Launching SELMA – a crop classification project co-funded by the European Space Agency

02.09.2026

QZ Solutions is launching SELMA, a new crop classification project co-funded by the European Space Agency. It combines data from the EU’s Sentinel-2 satellite with hyperspectral data from the German EnMAP mission to make crop classification meaningfully more accurate.

Recognizing what crop grows on a given plot from satellite imagery sounds simple, but in practice it is one of the hardest problems in Earth Observation. Standard multispectral data from the Copernicus Sentinel-2 satellite often struggles to classify crops reliably. Two crops with a similar canopy color, such as wheat and barley at certain growth stages, are hard to tell apart from reflectance values alone.

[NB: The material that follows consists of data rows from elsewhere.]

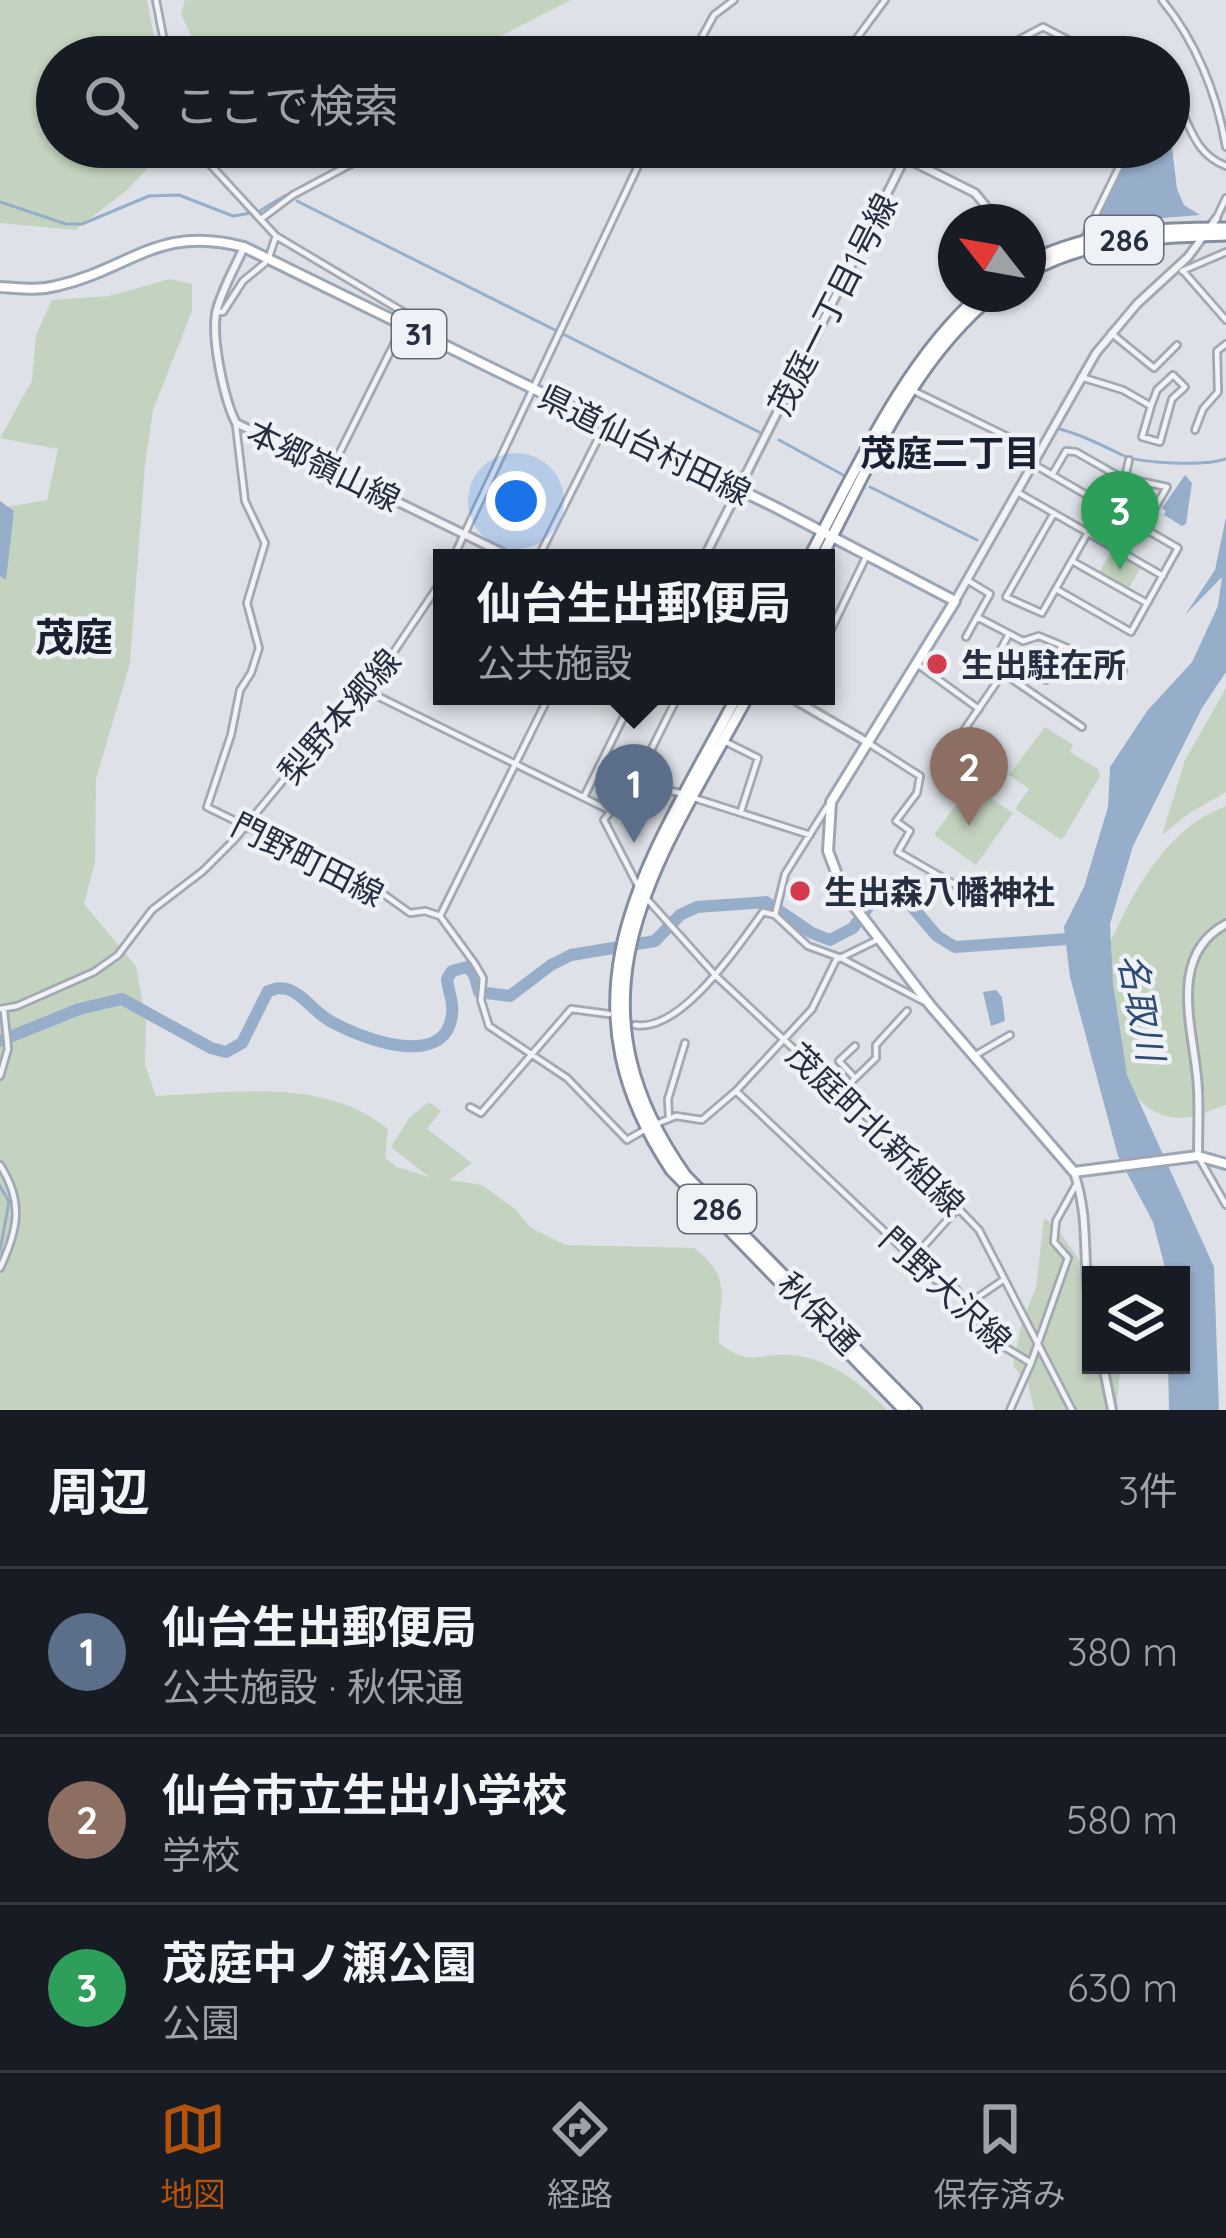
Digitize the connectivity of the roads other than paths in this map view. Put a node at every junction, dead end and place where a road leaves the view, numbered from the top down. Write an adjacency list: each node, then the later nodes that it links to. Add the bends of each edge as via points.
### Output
1 (156, 0): 5 (street)
2 (734, 0): 6 (street)
3 (885, 0): 7 (street)
4 (1162, 0): 10 (street)
5 (162, 36)
6 (702, 36)
7 (858, 36)
8 (1025, 36): 9 (street, via 1042,27)
9 (1060, 36)
10 (1189, 36)
11 (1190, 37): 13 (street)
12 (1190, 128): 14 (street)
13 (1226, 147)
14 (1226, 166)
15 (213, 168): 23 (street)
16 (344, 168): 23 (street)
17 (637, 168): 43 (street)
18 (899, 168): 55 (street, 茂庭一丁目1号線)
19 (924, 168): 22 (street, 茂庭一丁目1号線)
20 (1119, 168): 27 (street)
21 (1226, 198): 24 (street)
22 (984, 204)
23 (256, 215): 26 (street)
24 (1208, 232): 25 (highway, 286); 27 (highway, 286, via 1136,229); 31 (highway, 286, via 1114,242); 32 (street)
25 (1226, 232)
26 (277, 236): 34 (street, via 267,260); 38 (street, via 405,313)
27 (1084, 239): 30 (highway, 286)
28 (244, 247): 33 (main road, 県道仙台村田線 / 31, via 178,241 56,286); 34 (street, 本郷嶺山線); 38 (main road, 県道仙台村田線 / 31)
29 (1226, 253): 32 (street)
30 (1046, 255)
31 (1046, 264)
32 (1180, 270): 37 (street); 39 (street)
33 (0, 287)
34 (216, 312): 46 (street, 本郷嶺山線)
35 (963, 312): 62 (highway, via 915,368)
36 (976, 312): 44 (highway)
37 (1226, 320)
38 (403, 327): 43 (main road, 県道仙台村田線 / 31); 52 (street)
39 (1111, 333): 41 (street, via 1154,368); 42 (street)
40 (1226, 344): 48 (street, via 1217,351 1218,392)
41 (1177, 345)
42 (1081, 377): 45 (street); 49 (street)
43 (530, 388): 47 (main road, 県道仙台村田線 / 31); 61 (street)
44 (912, 390): 49 (street); 62 (highway)
45 (1151, 406): 45 (street, via 1173,375 1185,387 1172,398 1160,442 1142,437)
46 (236, 423): 52 (street, 本郷嶺山線); 103 (street, 門野町田線, via 245,501 265,543 247,603 259,648 207,807)
47 (605, 425): 55 (main road, 県道仙台村田線 / 31); 65 (street)
48 (1195, 430)
49 (1039, 452): 51 (street)
50 (1129, 460): 54 (street)
51 (1032, 463): 53 (street); 56 (street)
52 (332, 469): 61 (street, 本郷嶺山線)
53 (1052, 475): 54 (street, via 1066,451); 57 (street)
54 (1125, 478): 59 (street, via 1167,487)
55 (738, 489): 62 (main road, 県道仙台村田線 / 31); 66 (street, 茂庭一丁目1号線)
56 (1016, 492): 58 (street); 72 (street)
57 (1103, 506): 59 (street); 60 (street)
58 (1054, 513): 60 (street); 73 (street, via 1006,597 1042,613)
59 (1144, 527): 71 (street, via 1178,548)
60 (1088, 533): 70 (street); 71 (street)
61 (464, 534): 63 (street); 64 (street, 本郷嶺山線)
62 (828, 534): 67 (highway); 68 (highway); 69 (main road, 県道仙台村田線 / 31)
63 (457, 549)
64 (495, 549)
65 (543, 549)
66 (708, 549)
67 (816, 549)
68 (824, 549)
69 (867, 555): 75 (main road, 県道仙台村田線 / 31); 78 (street)
70 (1072, 561): 73 (street); 76 (street)
71 (1163, 576): 76 (street)
72 (967, 580): 75 (street); 77 (street, via 990,595)
73 (1056, 589): 76 (street, via 1131,632)
74 (433, 595): 84 (street, 梨野本郷線)
75 (955, 601): 82 (main road)
76 (1147, 604)
77 (977, 617): 79 (street); 80 (street)
78 (835, 621)
79 (1009, 634): 81 (street); 81 (street, via 1001,649 1046,680)
80 (966, 637)
81 (1062, 646): 83 (street)
82 (917, 664): 91 (street); 95 (main road)
83 (1124, 671)
84 (363, 688): 96 (street); 103 (street, 梨野本郷線)
85 (544, 705): 96 (street)
86 (630, 705): 98 (street)
87 (674, 705): 97 (street)
88 (733, 705): 99 (highway, 秋保通 / 286)
89 (743, 705): 94 (highway, 秋保通 / 286)
90 (807, 705): 95 (street)
91 (980, 709): 92 (street, via 1004,673); 93 (street)
92 (1082, 727)
93 (960, 736)
94 (724, 740): 99 (highway, 秋保通 / 286); 102 (street, via 758,758)
95 (867, 742): 100 (main road); 106 (street, via 920,776 896,820 910,831 898,852)
96 (515, 764): 98 (street); 108 (street)
97 (635, 783): 99 (street); 101 (street)
98 (584, 796): 101 (street)
99 (689, 796): 102 (street); 105 (highway, 秋保通 / 286)
100 (831, 802): 104 (street); 110 (main road, via 835,876)
101 (611, 811): 105 (street, 茂庭町北新組線, via 604,820)
102 (741, 811): 104 (street)
103 (245, 825): 108 (street, 門野町田線, via 410,913); 114 (street, 梨野本郷線, via 152,910 109,964)
104 (810, 835): 107 (street, via 784,874)
105 (640, 890): 112 (street, 茂庭町北新組線); 130 (highway, 秋保通 / 286, via 623,953 617,1029 630,1087)
106 (981, 899)
107 (776, 913): 111 (street, via 808,946); 112 (street, via 763,912)
108 (440, 916): 122 (street, via 476,964 489,1026)
109 (1226, 924): 131 (street, via 1204,940 1188,978)
110 (877, 937): 111 (street); 113 (main road)
111 (841, 958): 113 (street); 119 (street)
112 (716, 976): 117 (street, via 656,1024); 119 (street, 茂庭町北新組線)
113 (930, 1005): 123 (main road)
114 (2, 1008): 124 (street, via 8,1042)
115 (907, 1011): 125 (street)
116 (609, 1014): 122 (street, via 572,1009)
117 (635, 1024)
118 (1010, 1035): 123 (street)
119 (784, 1040): 126 (street); 127 (street, 茂庭町北新組線)
120 (686, 1042): 129 (street)
121 (855, 1046): 125 (street, via 839,1060)
122 (532, 1055): 128 (street, via 481,1113); 130 (street, via 627,1140)
123 (974, 1056): 134 (main road)
124 (0, 1076)
125 (855, 1078): 127 (street)
126 (736, 1091): 129 (street, via 702,1120); 138 (street, 門野大沢線)
127 (841, 1092): 137 (street, 茂庭町北新組線)
128 (470, 1107)
129 (669, 1119): 130 (street)
130 (650, 1127): 146 (highway, 秋保通 / 286, via 688,1191); 147 (highway, 秋保通 / 286, via 700,1191)
131 (1198, 1156): 132 (main road); 134 (main road); 136 (street)
132 (1226, 1164)
133 (0, 1165): 140 (street, via 18,1205)
134 (1078, 1172): 135 (street)
135 (1077, 1183): 139 (street); 143 (street, 門野大沢線, via 1056,1221 1054,1242 1068,1258)
136 (1226, 1205)
137 (958, 1208): 138 (street); 141 (street, 茂庭町北新組線)
138 (914, 1257): 142 (street, 門野大沢線)
139 (1086, 1266)
140 (0, 1268)
141 (1004, 1278): 142 (street); 143 (street, 茂庭町北新組線)
142 (968, 1304): 144 (street, 門野大沢線, via 993,1340)
143 (1037, 1345): 144 (street, 門野大沢線); 149 (street, 茂庭町北新組線)
144 (1030, 1363): 148 (street)
145 (1105, 1374): 150 (street)
146 (904, 1410)
147 (916, 1410)
148 (1010, 1410)
149 (1072, 1410)
150 (1112, 1410)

With co-funding from the European Space Agency (ESA), and building on hyperspectral imaging, as in all our projects, we are launching a project to make that classification meaningfully more accurate. 

We named it SELMA – Sentinel-2 and EnMAP Land cover Mapping for Agriculture. It combines multispectral data from Sentinel-2 with hyperspectral data from the German EnMAP satellite mission in a single model. EnMAP captures far more spectral details than Sentinel-2. SELMA builds on our experience in hyperspectral imaging and modelling. 

Why it matters

Knowing exactly what is growing on a given plot underpins the land monitoring systems public institutions use to track agricultural land use. The higher the accuracy of automated classification, the fewer on-site inspections are needed, which lowers costs and staff time for those institutions, which is especially important for EU’s Common Agriculture Policy direct payments. ARiMR, Poland’s Agriculture Restructurisation and Modernisation Agency, is one of the official stakeholders in this work. 

This feasibility study will show whether SELMA can deliver crop maps together with classification confidence metrics for each plot, a foundation for a future service for institutions responsible for agricultural monitoring as well as commercial bodies interested in the matter. Where the model is confident, an inspector could rely on the map directly. Where it is not, that plot would get flagged for manual review. 

Track record

QZ Solutions has worked in Earth Observation for agriculture since 2018. Our existing crop classification work covers 136,000 ha across 870 fields over 10 growing seasons, in 6 countries. We were among the first users of the PRISMA and EnMAP hyperspectral satellites, and we have run hyperspectral field measurement campaigns every season since 2018, using field spectrometry (ASD FieldSpec 4).